Sunday, April 12, 2026

Immense “Not Even Wrong” Bucket Of Aristotle!

Unbelievable bullshit people like Aristotle made the shit up without any epistemic humility but the real issue, these folks are still respected. People like Norman Borlaug, Robert Trivers names nor their works are known to anyone. Well, god bless my species. 

In the 4th century BCE, the philosopher Aristotle had two theories about this. He postulated that they hibernated during the winter as other animals did. Swallows, for example, encased themselves in little balls of clay and sank out of sight to the bottom of swamps. His other idea was that the missing species transformed themselves into the birds that did stick around for the winter, and changed back when summer came.

The little old man in de Bergerac’s tale was an imagined Spanish soldier called Domingo Gonsales, and he was the hero of another story. In 1638, just a couple of decades before Cyrano’s “A Voyage to the Moon” became available, the English cleric Francis Godwin published “The Man in the Moone,” a fictional account of Gonsales’ lunar adventure. In the book, Gonsales trained 25 swans to pull an ‘engine’ he had made. One day, he took a jaunt in his swan carriage which happened to coincide with the time birds were accustomed to disappear, as it seemed, from Earth.

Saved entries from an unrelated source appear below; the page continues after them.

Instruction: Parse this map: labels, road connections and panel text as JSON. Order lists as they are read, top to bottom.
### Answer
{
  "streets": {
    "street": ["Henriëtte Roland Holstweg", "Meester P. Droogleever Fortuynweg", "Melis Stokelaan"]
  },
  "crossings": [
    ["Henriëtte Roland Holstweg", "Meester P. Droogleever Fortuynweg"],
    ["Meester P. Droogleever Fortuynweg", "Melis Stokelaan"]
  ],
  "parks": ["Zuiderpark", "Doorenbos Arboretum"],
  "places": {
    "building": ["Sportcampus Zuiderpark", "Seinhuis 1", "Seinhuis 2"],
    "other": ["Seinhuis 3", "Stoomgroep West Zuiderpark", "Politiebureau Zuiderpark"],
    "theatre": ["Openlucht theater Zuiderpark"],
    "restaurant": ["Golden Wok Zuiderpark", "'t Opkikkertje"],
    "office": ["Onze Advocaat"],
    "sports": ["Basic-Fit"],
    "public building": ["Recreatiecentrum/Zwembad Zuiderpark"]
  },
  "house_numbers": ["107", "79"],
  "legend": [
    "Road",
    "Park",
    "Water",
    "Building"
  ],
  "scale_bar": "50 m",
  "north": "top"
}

Gonsales was about to find out the answer to the mystery. To his surprise, the swans flew upwards, until they reached what we would think of as orbit and became weightless. French scientist Blaise Pascal’s experiments demonstrating the lack of atmosphere in space had not yet filtered through to Godwin, as both birds and man breathed as usual. In 12 days they reached the Moon, where he found other migrating terrestrial birds, such as swallows, nightingales, and woodcocks. When the swans started to show signs of agitation, he divined that they were ready to return to Earth; and so he harnessed them again and sailed home in nine days, gravitational pull on his side.

This was a ripping yarn for sure, but some thought it was a plausible alternative to Aristotle’s theories, especially as there was a Biblical passage that seemed to allude to it. In the King James translation, it goes:

Yea, the stork in the heaven knoweth her appointed times; and the turtle and the crane and the swallow observe the time of their coming (Jeremiah 8:7).